Preparing to serve their followers asks inner leaders to master specific skills and tasks that implement the principles of this leadership technique. The first task in mastering inner leadership centers on the principle of self and follower development. The definitional elements of inner leadership include those of caring, service, and innovation. While productivity is always a part of any leadership action, inner leaders rely for excellent performance on a vitalizing vision that unites stakeholders in synergistic service to one another. This service takes the form of a variety of tasks and skills.

  1. A first task is setting and living a consistent set of values that honor the essential humanness of followers and challenges them to cooperative work effort. An important characteristic of inner leadership is that it presumes that leaders and followers are connected by common acceptance of a few values held about who people are and why and how they should relate to one another in social groups. This leader model puts forward a values-set honoring individual members per se upon which the work of the work community will be founded, one that is also suitable for the foreseeable future. Such a set of agreed-upon values cements the work community together and makes in-the-middle leadership success possible. The community's values form the basis of the vision statement and all the actions inner leaders take to energize followers.

  2. Inner leaders learn to create, promulgate, and consistently apply a vitalizing vision of what they can become through service to the work community and to their customers. The leader's vision forms the platform upon which all interactive work-community work is done. It interprets the leader's values set and defines the present and future values context, the intent of which is to attract community members (Klenke, 1996). Visioning comes out of the personality of the leader, but unless the vision strikes a responsive chord in the lives of stakeholders, it cannot energize and inspire cooperative action. Any effort to induce followers to attain high quality performance, effectiveness, or excellence must be conditioned by a vision that asks followers to do these things within the context of the vision's values.

  3. Inner leaders must become expert in developing and leading a service oriented work community and in manipulating the ambient work culture. Supporting the work community's values-set and its guiding vision demands that leaders create and maintain a congruent cultural surround within which both leader and stakeholders can find support for actions to operationalize their service values. An effective work-community service culture includes preparation of strategic plans, setting standards of service excellence, and displacement of competing values held by some members of the community. Each of these aspects of culture management need to be placed in the context of inner leadership (as opposed to top leadership).
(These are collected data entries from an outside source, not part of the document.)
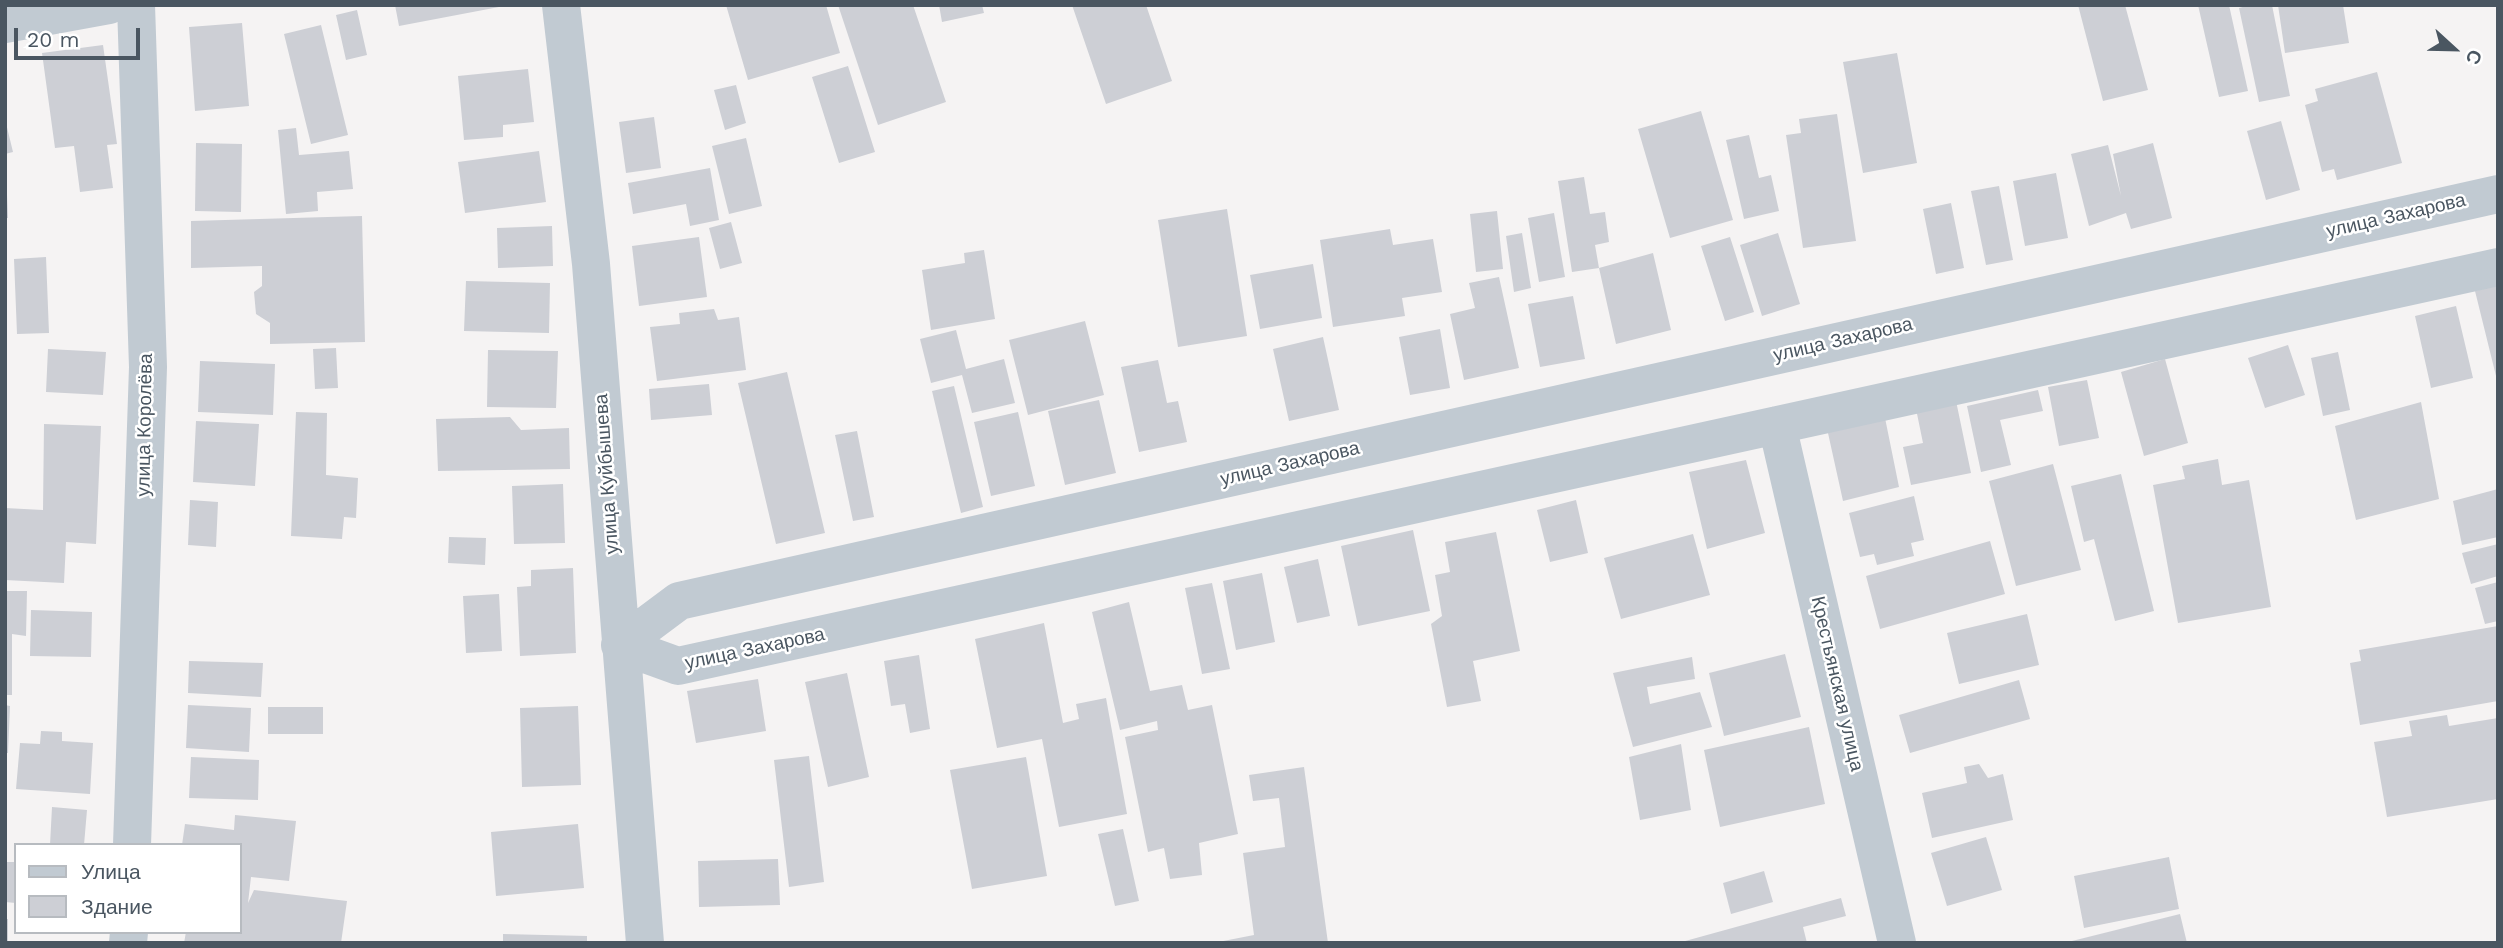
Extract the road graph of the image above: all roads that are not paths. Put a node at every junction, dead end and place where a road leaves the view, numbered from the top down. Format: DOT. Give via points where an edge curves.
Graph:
graph roads {
  1 [pos="109,5"];
  2 [pos="136,5"];
  3 [pos="561,5"];
  4 [pos="5,24"];
  5 [pos="2498,194"];
  6 [pos="2498,267"];
  7 [pos="1777,425"];
  8 [pos="620,645"];
  9 [pos="132,843"];
  10 [pos="645,943"];
  11 [pos="1897,943"];
  1 -- 4 [label="street"];
  2 -- 9 [label="street, улица Королёва" via="148,367"];
  3 -- 8 [label="street, улица Куйбышева" via="590,264"];
  5 -- 8 [label="street, улица Захарова" via="679,601"];
  6 -- 7 [label="street, улица Захарова"];
  7 -- 8 [label="street, улица Захарова" via="678,666"];
  7 -- 11 [label="street, Крестьянская улица"];
  8 -- 10 [label="street, улица Куйбышева"];
}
  4. Inner leaders need to prepare to serve their followers by learning to relate in one-on-one relationships with followers to convey desired information, understanding, and job skills. A central need in servanthood is that leaders prepare themselves to be able to feel comfortable in situations where they and other work-community members sit together in council to share planning, policy, and decision-making activities. This is a new technique requiring the inner leader to prepare in terms of values and attitudes, as well as skills and knowledge. It presupposes a leader who respects, cares for, even loves followers. Counciling-with others can be done only as an institutional system when leaders and followers respect the essential humanness of one another and act in response to these values.

  5. Inner leaders need to prepare to serve their followers by learning to be teachers and otherwise to communicate needed information. Preparation to serve their followers also asks inner leaders to teach followers to maximize their innate talents in group-sanctioned service to one another and to their customers. Often using coaching techniques, inner leaders expend energy to teach stakeholders to bond with the work community in ways that serve them individually as together they serve the work community's purposes. The result of gaining skill in teaching proficiencies is that followers are enabled to be independent in values-related work activities (Carson, 2001). That is, they learn to act on their own in ways the leader would have them act. The need for supervision is minimized as followers internalize common values and behave in ways that respond authentically to those values.
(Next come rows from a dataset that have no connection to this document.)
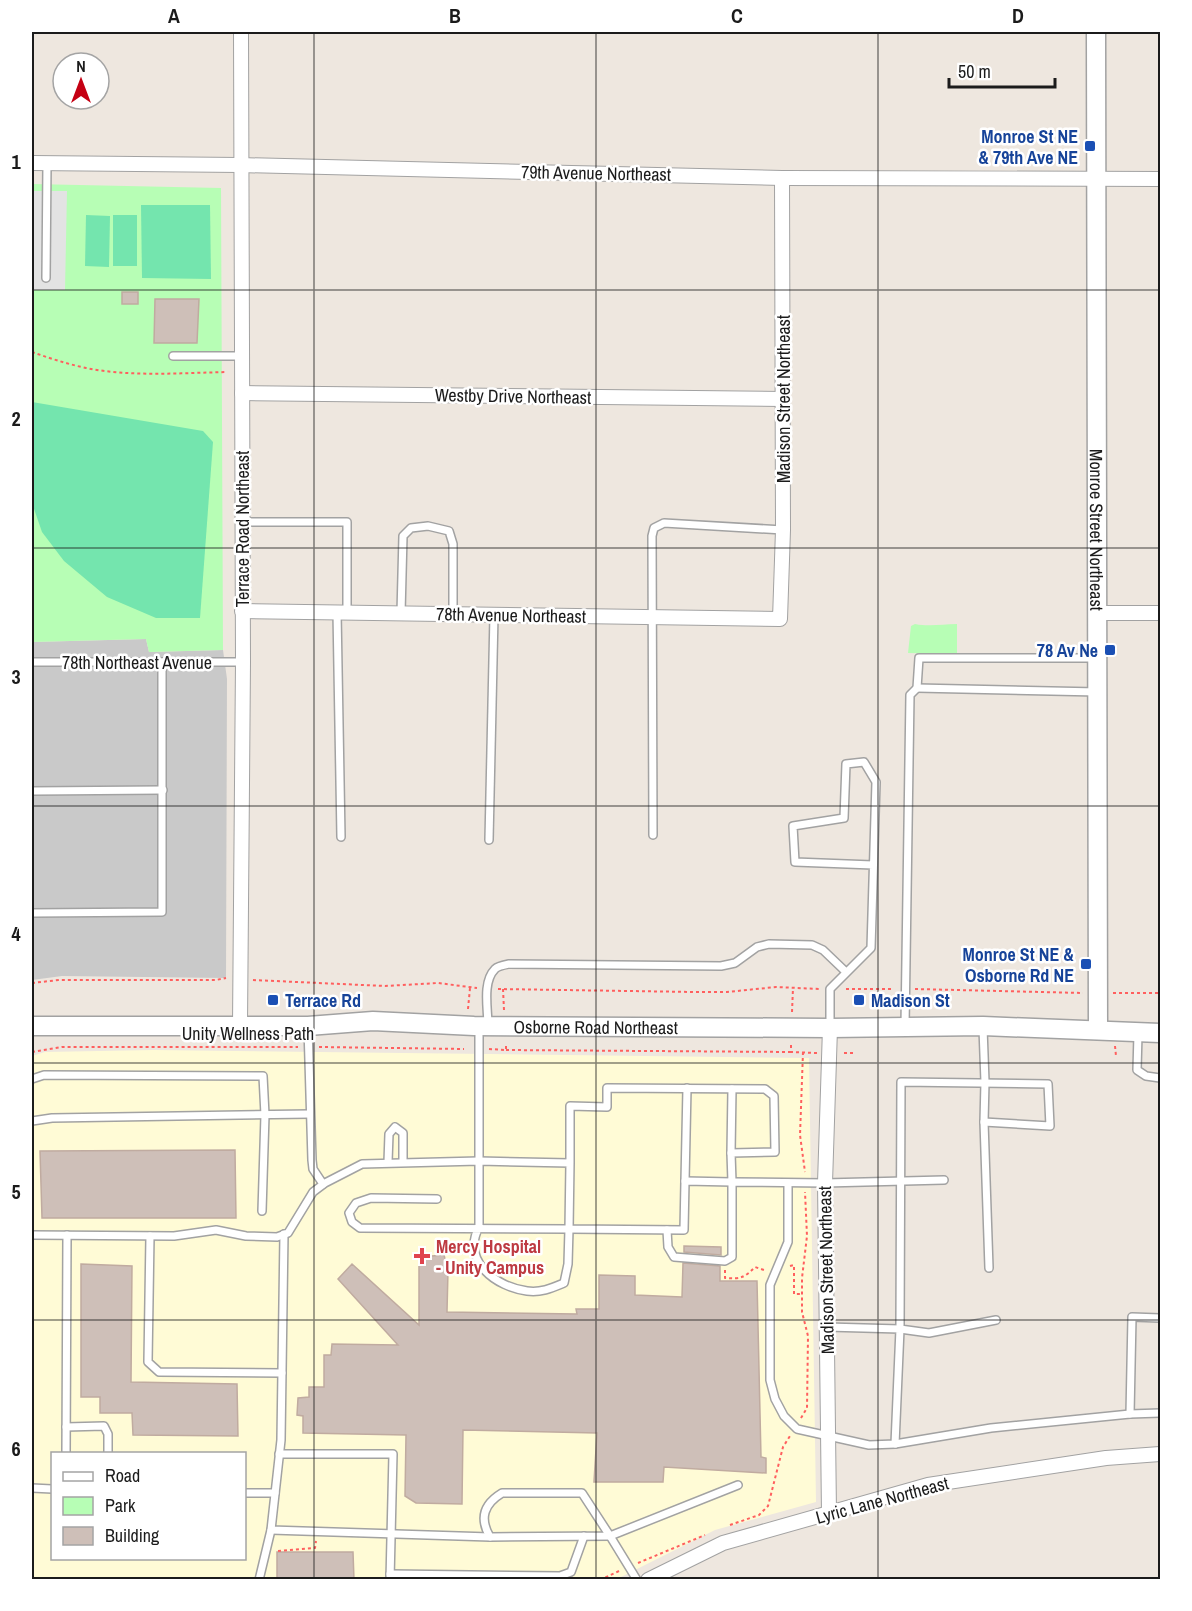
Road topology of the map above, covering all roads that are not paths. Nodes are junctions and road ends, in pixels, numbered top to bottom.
1 (241, 32) edge
2 (1096, 32) edge
3 (32, 163) edge
4 (46, 164) junction
5 (240, 165) junction
6 (782, 178) junction
7 (1096, 179) junction
8 (1161, 179) edge
9 (46, 278) dead end
10 (173, 356) dead end
11 (242, 356) junction
12 (242, 393) junction
13 (783, 399) junction
14 (243, 522) junction
15 (783, 530) junction
16 (242, 610) junction
17 (342, 613) junction
18 (401, 613) junction
19 (1098, 613) junction
20 (1161, 613) edge
21 (453, 614) junction
22 (494, 615) junction
23 (652, 617) junction
24 (780, 619) joint
25 (1098, 658) junction
26 (32, 662) edge
27 (162, 662) junction
28 (243, 662) junction
29 (917, 688) junction
30 (1098, 692) junction
31 (163, 790) junction
32 (32, 791) edge
33 (653, 835) dead end
34 (341, 837) dead end
35 (489, 840) dead end
36 (873, 865) junction
37 (32, 913) edge
38 (846, 972) junction
39 (32, 1026) edge
40 (240, 1026) junction
41 (308, 1026) junction
42 (484, 1026) junction
43 (906, 1026) junction
44 (983, 1026) junction
45 (830, 1028) junction
46 (1098, 1030) junction
47 (1138, 1032) junction
48 (1161, 1033) edge
49 (1161, 1078) edge
50 (32, 1079) edge
51 (985, 1082) junction
52 (687, 1088) junction
53 (732, 1089) junction
54 (310, 1114) junction
55 (265, 1115) junction
56 (32, 1121) edge
57 (984, 1122) junction
58 (731, 1152) junction
59 (479, 1161) junction
60 (388, 1162) junction
61 (403, 1162) junction
62 (570, 1163) junction
63 (944, 1180) dead end
64 (685, 1181) junction
65 (732, 1182) junction
66 (899, 1182) junction
67 (789, 1183) junction
68 (825, 1183) junction
69 (323, 1184) junction
70 (437, 1199) dead end
71 (262, 1211) dead end
72 (479, 1227) junction
73 (569, 1228) junction
74 (667, 1230) junction
75 (284, 1234) junction
76 (32, 1235) edge
77 (67, 1235) junction
78 (150, 1236) junction
79 (989, 1268) dead end
80 (1161, 1318) edge
81 (996, 1320) dead end
82 (826, 1328) junction
83 (900, 1329) junction
84 (282, 1373) junction
85 (1161, 1413) edge
86 (1130, 1414) junction
87 (66, 1426) junction
88 (828, 1437) junction
89 (895, 1444) junction
90 (66, 1452) edge
91 (108, 1452) edge
92 (279, 1454) junction
93 (1161, 1454) edge
94 (738, 1485) dead end
95 (32, 1488) edge
96 (51, 1489) edge
97 (246, 1493) edge
98 (275, 1493) junction
99 (829, 1513) junction
100 (271, 1530) junction
101 (391, 1534) junction
102 (584, 1536) junction
103 (610, 1536) junction
104 (490, 1537) junction
105 (390, 1577) edge
106 (259, 1580) edge
107 (637, 1580) edge
108 (648, 1580) edge

1 - 5 street, Terrace Road Northeast
2 - 7 street, Monroe Street Northeast
3 - 4 street, 79th Avenue Northeast
4 - 5 street, 79th Avenue Northeast
4 - 9 lane
5 - 6 street, 79th Avenue Northeast
5 - 11 street, Terrace Road Northeast
6 - 7 street, 79th Avenue Northeast
6 - 13 street, Madison Street Northeast
7 - 8 street, 79th Avenue Northeast
7 - 19 street, Monroe Street Northeast
10 - 11 lane
11 - 12 street, Terrace Road Northeast
12 - 13 street, Westby Drive Northeast
12 - 14 street, Terrace Road Northeast
13 - 15 street, Madison Street Northeast
14 - 16 street, Terrace Road Northeast
14 - 17 lane
15 - 23 lane
15 - 24 street, Madison Street Northeast
16 - 17 street, 78th Avenue Northeast
16 - 28 street, Terrace Road Northeast
17 - 18 street, 78th Avenue Northeast
17 - 34 lane
18 - 21 street, 78th Avenue Northeast
18 - 21 lane
19 - 20 street
19 - 25 street, Monroe Street Northeast
21 - 22 street, 78th Avenue Northeast
22 - 23 street, 78th Avenue Northeast
22 - 35 lane
23 - 24 street, 78th Avenue Northeast
23 - 33 lane
25 - 29 lane
25 - 30 street, Monroe Street Northeast
26 - 27 lane, 78th Northeast Avenue
27 - 28 lane, 78th Northeast Avenue
27 - 31 lane
28 - 40 street, Terrace Road Northeast
29 - 30 lane
29 - 43 lane
30 - 46 street, Monroe Street Northeast
31 - 32 lane
31 - 37 lane
36 - 36 lane
36 - 38 lane
38 - 42 lane
38 - 45 lane
39 - 40 street, Osborne Road Northeast
40 - 41 street, Osborne Road Northeast
41 - 42 street, Osborne Road Northeast
41 - 54 lane
42 - 45 street, Osborne Road Northeast
42 - 59 lane
43 - 44 street, Osborne Road Northeast
43 - 45 street, Osborne Road Northeast
44 - 46 street, Osborne Road Northeast
44 - 51 lane
45 - 68 street, Madison Street Northeast
46 - 47 street, Osborne Road Northeast
47 - 48 street, Osborne Road Northeast
47 - 49 lane
50 - 55 lane
51 - 57 lane
51 - 57 lane
51 - 66 lane
52 - 53 lane
52 - 62 lane
52 - 64 lane
53 - 58 lane
53 - 58 lane
54 - 55 lane
54 - 69 lane
55 - 56 lane
55 - 71 lane
57 - 79 lane
58 - 65 lane
59 - 61 lane
59 - 62 lane
59 - 72 lane
60 - 61 lane
60 - 61 lane
60 - 69 lane
62 - 73 lane
63 - 66 lane
64 - 65 lane
64 - 74 lane
65 - 67 lane
65 - 74 lane
66 - 68 lane
66 - 83 lane
67 - 68 lane
67 - 88 lane
68 - 82 street, Madison Street Northeast
69 - 75 lane
70 - 72 lane
72 - 73 lane
72 - 73 lane
73 - 74 lane
75 - 78 lane
75 - 84 lane
76 - 77 lane
77 - 78 lane
77 - 87 lane
78 - 84 lane
80 - 86 lane
81 - 83 lane
82 - 83 lane
82 - 88 street, Madison Street Northeast
83 - 89 lane
84 - 92 lane
85 - 86 lane
86 - 89 lane
87 - 90 lane
87 - 91 lane
88 - 89 lane
88 - 99 street, Madison Street Northeast
92 - 98 lane
92 - 101 lane
93 - 99 street, Lyric Lane Northeast
94 - 103 lane
95 - 96 lane
97 - 98 lane
98 - 100 lane
99 - 108 street, Lyric Lane Northeast
100 - 101 lane
100 - 106 lane
101 - 104 lane
101 - 105 lane
102 - 103 lane
102 - 104 lane
102 - 105 lane
103 - 104 lane
103 - 107 lane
  6. Leadership in the middle asks leaders to also master several techniques that facilitate follower service to the work community and to customers. Some of the specific skills inner leaders need to master in working with their staff include common courtesy, management by walking around, naive listening, using symbols, focusing, and celebrating accomplishment (these skill areas are defined and placed in context of leaders' self-development elsewhere). For example, implicit and explicit in inner leadership is the idea of empowering followers to govern themselves as they pursue service excellence in their work community activity. The service objectives of inner leaders are two: first, helping stakeholders to produce high quality service to coworkers, clients, and customers as they perform of the work community's work; second, to seek to enhance each member of the work community. Leadership success can be measured in terms of both service excellence and transformed followers who come to be self-controlling, self-directing, and self-governing servants in their own right. That is, the inner leader's role is to teach followers service values and to prepare them to be of service themselves.
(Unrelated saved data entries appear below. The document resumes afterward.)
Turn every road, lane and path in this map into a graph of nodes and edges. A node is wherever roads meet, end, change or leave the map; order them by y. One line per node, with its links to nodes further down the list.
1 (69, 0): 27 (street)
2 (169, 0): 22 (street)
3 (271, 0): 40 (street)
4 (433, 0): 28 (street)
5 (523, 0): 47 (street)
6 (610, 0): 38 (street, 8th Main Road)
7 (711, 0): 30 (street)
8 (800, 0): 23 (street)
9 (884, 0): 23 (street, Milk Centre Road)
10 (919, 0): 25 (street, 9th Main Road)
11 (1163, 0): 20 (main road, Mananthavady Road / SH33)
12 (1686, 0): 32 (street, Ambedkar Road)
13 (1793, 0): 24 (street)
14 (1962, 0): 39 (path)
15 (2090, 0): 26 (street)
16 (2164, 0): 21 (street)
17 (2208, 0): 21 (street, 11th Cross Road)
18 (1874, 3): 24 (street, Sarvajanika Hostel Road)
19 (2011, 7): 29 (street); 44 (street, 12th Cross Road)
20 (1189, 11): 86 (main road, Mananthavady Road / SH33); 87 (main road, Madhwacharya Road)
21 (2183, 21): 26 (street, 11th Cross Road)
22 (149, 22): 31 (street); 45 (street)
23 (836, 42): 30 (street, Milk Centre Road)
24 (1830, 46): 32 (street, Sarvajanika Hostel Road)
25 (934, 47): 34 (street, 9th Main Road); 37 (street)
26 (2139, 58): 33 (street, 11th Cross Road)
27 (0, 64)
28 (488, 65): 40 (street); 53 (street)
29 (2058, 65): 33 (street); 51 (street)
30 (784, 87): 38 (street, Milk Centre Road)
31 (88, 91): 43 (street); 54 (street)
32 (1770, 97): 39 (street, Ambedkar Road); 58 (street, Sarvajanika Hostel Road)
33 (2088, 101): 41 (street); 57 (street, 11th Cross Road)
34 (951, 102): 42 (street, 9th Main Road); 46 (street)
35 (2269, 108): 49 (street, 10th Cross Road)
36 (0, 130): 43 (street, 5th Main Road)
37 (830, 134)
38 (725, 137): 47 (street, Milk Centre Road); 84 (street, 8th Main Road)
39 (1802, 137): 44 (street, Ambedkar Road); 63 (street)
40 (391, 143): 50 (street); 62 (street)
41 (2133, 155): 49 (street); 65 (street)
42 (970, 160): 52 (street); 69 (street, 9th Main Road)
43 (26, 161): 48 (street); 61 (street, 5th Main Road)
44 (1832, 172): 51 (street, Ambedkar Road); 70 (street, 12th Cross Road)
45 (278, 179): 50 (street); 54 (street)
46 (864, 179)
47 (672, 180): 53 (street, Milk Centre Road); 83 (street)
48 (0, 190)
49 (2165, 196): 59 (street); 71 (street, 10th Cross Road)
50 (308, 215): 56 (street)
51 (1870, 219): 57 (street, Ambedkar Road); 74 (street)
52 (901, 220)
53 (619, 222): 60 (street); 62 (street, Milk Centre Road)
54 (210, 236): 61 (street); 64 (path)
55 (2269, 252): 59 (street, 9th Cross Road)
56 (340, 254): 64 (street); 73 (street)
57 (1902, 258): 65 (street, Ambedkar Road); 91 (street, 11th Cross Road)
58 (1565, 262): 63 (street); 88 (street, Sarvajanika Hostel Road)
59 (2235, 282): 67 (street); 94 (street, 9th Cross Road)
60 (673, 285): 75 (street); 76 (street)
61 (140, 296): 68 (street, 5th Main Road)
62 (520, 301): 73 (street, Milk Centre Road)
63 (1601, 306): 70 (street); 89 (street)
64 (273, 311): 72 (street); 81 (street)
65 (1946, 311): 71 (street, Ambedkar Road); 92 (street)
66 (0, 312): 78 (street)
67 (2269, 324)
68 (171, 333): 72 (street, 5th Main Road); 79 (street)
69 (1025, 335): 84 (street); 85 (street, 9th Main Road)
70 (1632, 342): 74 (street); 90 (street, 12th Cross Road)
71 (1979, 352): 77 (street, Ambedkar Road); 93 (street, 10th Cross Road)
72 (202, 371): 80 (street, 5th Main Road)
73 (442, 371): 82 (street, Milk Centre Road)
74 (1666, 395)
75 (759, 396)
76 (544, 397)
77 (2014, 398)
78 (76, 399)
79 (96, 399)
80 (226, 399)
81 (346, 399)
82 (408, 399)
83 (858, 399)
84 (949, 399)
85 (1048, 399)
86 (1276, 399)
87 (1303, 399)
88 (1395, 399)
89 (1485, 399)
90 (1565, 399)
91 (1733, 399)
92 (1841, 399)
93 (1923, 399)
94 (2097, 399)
  7. Successful inner leaders engage in a continuing program of personal change to improve those capacities and values that honor people, shared leadership, and high-quality service in work performance. Inner leaders incorporate a concern for the growth and transformation of followers to the end that these followers will want to use more of their innate talent and intelligence in doing the communal work. The process of leader change to prioritize a service role is personal and intimate. This mind-set change must precede any acts of service a leader might perform for a given follower or for the work community generally. Inner leaders learn to assess their current service strengths and continually work to improve them,

  8. Accepting a philosophy of service is the basis of the inner leader's relationships with all stakeholders. The most important part of preparation to be successful servants of their customers and stakeholders is to accept the service role implicit in the process and philosophy of inner leadership. Both the leader and those led must come to accept this role and the values that form its foundation. This choice is critical to the practice of inner leadership. For the inner leader, it is essentially a task of internalizing the values of shared leadership and mutual interactive development. It is partly a problem of education about and acquaintance with the tasks and skills of service. It is also partly an act of faith.

  9. Learning to be of service to stakeholders implies that leaders are willing to let them perform as much of the work as they can, including as much of the leader's work as they are willing to assume. Maximizing their service to followers includes inner leaders in involving staff fully in the work-community's work. Serving followers is letting them perform all the kinds of work that will help them become more fully conscious of the work that needs to be done. It entails helping followers acquire more skill in performing their duties. It involves providing them with situations and conditions in which they can learn about the other jobs done by coworkers and become more expert in doing that work in addition to their own.

  10. Inner leaders provide both formal and informal organizational structures that facilitate broad service activity. Structural and procedural mechanisms need to be fashioned to institutionalize shared servanthood. Sometimes new structures need to be introduced into the work community to formalize service responsibilities. These structures usually take the form of small work units that require cooperation and interdependency. Such structures may include task forces, operating committees, or councils of workers. These small groups force members to take responsibility for directly helping attain the work unit's aims—its plans, program designs, and new services or service delivery systems—as well as developing policies and operating processes and otherwise overseeing job tasks. Policies and procedures authorized in the work community also need to be developed that constrain members in how and when to serve others.

  11. Inner leaders assure that service rendered is useful, relevant, and timely. The essence of success in this technique is not always keyed to a policy or procedure or an elaborate process. Rather, it relies for success on the attitude of mind of leaders and followers. As both come to accept the role of helper— to each other and to customers—whatever actions they take will be part of this inner leadership technique. Of course, some system of control and accountability must also be included in leader–follower relationships to insure appropriate use of human and other resources. The key ingredient is a values construct that prioritizes service.

As inner leaders serve the needs of all of their stakeholders, they model desired service behavior and underline the importance of service in their contacts with those with whom they interact. Then they can be successful.